I’m trying (and failing) to write a regular expression (PCRE2) which will replace every space with a dash (-) after the first instance of a particular word (namely •VAN•, •VON• or •DE•) which itself must be surrounded by spaces.
For example:
HENRIETTA VON DER GRAAF
CAROLINE VAN OOSTEN DE WINKEL
MARC DE VRIES VAN JONG
ANNEKA VANHOVEN BAKKER
JOHN WILKINSON SMITH
would translate to:
HENRIETTA VON-DER-GRAAF
CAROLINE VAN-OOSTEN-DE-WINKEL
MARC DE-VRIES-VAN-JONG
ANNEKA VANHOVEN BAKKER (NB: Does not match VAN as not surrounded by spaces)
JOHN WILKINSON SMITH (NB: No substitution here as pattern not matched)
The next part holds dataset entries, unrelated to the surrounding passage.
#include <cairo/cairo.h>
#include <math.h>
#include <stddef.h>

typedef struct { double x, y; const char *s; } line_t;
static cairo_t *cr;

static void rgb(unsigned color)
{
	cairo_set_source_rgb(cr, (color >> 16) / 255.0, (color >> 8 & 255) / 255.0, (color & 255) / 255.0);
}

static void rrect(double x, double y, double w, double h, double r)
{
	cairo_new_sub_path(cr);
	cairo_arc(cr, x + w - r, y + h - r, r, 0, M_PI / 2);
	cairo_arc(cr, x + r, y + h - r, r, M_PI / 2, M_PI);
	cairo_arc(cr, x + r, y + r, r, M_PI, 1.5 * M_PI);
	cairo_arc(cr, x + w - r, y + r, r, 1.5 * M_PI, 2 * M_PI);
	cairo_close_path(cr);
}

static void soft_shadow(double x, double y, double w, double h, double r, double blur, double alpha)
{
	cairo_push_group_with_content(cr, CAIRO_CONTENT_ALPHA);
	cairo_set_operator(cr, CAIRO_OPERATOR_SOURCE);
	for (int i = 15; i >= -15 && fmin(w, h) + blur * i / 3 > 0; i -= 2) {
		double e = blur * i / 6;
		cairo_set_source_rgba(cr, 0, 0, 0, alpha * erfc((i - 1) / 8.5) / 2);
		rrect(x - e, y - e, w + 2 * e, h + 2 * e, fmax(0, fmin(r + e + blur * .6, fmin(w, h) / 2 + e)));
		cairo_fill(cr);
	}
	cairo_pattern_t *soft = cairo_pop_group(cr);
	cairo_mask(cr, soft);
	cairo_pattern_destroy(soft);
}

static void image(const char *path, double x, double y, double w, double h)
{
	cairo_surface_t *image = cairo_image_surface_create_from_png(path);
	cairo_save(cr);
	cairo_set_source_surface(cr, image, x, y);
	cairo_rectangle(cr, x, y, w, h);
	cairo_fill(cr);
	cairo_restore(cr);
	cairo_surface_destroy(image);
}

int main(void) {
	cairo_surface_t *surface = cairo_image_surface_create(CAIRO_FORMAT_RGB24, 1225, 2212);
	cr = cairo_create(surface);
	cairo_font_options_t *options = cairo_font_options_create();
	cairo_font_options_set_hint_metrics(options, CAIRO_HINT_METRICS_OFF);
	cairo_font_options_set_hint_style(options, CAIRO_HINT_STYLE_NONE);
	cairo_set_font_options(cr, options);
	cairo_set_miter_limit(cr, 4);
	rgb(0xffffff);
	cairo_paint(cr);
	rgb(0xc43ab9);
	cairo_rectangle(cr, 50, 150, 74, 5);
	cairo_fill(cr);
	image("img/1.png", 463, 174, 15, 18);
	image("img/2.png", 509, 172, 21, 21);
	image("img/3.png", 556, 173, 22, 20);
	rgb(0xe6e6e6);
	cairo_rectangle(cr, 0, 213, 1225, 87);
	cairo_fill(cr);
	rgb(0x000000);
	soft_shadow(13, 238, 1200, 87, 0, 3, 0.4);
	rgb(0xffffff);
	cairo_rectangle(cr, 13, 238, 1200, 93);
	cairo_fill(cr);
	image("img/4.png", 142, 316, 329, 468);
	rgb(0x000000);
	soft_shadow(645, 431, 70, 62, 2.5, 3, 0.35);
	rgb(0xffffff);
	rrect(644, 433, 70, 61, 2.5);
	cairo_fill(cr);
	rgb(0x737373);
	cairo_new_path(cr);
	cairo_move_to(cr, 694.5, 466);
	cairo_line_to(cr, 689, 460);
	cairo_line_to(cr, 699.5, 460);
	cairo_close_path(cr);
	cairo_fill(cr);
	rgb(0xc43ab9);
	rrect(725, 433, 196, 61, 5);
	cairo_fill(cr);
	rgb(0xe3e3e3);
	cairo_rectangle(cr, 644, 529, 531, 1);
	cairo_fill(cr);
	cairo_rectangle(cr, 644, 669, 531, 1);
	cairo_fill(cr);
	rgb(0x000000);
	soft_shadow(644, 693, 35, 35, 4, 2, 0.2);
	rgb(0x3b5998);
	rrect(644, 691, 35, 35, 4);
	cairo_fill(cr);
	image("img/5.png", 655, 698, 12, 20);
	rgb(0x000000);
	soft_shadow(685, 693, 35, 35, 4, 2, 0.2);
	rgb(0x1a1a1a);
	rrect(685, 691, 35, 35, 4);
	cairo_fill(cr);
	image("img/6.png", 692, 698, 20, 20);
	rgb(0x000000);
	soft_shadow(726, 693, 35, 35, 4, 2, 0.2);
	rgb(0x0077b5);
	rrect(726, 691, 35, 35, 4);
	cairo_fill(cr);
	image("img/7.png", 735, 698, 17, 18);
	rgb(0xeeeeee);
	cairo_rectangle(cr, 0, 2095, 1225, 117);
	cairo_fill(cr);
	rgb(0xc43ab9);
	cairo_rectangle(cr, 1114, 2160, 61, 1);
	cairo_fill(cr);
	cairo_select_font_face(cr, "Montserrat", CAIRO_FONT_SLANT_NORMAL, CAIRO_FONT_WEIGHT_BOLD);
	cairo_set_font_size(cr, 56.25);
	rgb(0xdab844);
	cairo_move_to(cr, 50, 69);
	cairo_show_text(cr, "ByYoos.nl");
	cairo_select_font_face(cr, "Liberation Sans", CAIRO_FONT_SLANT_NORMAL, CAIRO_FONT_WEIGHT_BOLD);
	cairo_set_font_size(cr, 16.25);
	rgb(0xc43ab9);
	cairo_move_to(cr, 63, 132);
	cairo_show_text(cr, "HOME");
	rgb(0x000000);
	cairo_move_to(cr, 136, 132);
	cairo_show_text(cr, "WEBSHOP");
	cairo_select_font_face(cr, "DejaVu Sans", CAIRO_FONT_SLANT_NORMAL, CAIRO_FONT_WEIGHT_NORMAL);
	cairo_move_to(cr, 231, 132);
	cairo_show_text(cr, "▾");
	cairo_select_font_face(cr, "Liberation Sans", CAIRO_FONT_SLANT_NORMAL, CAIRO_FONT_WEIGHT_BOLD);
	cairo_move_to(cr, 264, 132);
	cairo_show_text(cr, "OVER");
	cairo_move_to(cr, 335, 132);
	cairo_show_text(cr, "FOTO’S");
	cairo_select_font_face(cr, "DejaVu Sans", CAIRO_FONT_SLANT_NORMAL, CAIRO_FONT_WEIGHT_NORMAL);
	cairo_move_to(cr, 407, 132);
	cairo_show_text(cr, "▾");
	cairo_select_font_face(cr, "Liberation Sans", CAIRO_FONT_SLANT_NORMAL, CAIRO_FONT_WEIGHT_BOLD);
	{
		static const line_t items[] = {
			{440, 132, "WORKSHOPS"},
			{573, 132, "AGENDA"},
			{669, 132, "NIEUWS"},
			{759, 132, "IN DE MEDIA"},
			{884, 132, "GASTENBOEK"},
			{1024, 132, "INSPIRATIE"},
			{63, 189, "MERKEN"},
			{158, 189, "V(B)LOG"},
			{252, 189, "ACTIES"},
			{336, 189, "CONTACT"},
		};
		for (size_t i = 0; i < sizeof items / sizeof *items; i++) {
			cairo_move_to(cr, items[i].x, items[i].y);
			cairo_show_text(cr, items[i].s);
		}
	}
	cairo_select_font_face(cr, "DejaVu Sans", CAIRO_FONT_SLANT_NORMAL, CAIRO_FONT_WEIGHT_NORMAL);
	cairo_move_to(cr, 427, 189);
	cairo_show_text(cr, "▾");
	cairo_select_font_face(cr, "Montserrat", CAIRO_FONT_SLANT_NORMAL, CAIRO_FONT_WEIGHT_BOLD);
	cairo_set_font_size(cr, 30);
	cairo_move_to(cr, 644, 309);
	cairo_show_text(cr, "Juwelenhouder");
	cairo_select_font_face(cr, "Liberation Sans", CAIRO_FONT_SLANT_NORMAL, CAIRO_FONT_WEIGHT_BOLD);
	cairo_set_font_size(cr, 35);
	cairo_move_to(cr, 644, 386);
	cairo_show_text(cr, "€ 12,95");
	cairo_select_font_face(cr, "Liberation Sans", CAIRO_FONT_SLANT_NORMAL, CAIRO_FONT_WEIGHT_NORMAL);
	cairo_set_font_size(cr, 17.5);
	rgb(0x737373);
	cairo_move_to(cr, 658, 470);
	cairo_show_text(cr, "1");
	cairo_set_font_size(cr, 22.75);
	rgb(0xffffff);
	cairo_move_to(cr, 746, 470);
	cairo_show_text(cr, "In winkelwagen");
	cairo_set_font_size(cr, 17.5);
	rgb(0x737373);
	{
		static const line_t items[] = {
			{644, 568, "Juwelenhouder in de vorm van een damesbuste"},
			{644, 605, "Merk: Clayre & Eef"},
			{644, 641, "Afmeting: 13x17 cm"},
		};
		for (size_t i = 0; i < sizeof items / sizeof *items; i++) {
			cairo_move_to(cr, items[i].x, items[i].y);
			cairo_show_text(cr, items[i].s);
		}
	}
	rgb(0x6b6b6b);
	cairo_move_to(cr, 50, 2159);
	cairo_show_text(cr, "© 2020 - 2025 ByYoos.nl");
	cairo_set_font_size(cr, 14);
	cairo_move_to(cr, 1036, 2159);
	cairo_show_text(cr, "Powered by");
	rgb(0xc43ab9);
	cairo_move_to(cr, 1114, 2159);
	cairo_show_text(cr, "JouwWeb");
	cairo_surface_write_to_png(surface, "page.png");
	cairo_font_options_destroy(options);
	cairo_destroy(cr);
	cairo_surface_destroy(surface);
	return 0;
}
This is as far as I’ve got, but it’s not substituting all of the spaces following the match:
\b( VON| VAN| DE)+\s
https://regex101.com/r/s6BC1y/1
Any advice most appreciated!
You can do your transformation without regular expressions.
data have;
input text $CHAR50.;
datalines;
HENRIETTA VON DER GRAAF
CAROLINE VAN OOSTEN DE WINKEL
MARC DE VRIES VAN JONG
ANNEKA VANHOVEN BAKKER
JOHN WILKINSON SMITH
;
data want;
set have;
p = prxmatch('m/\b(VAN|VON|DE)( )/',text);
if 0 < p < length(text) then
substr(text,p+1) = translate(substr(trim(text),p+1),'-',' ');
run;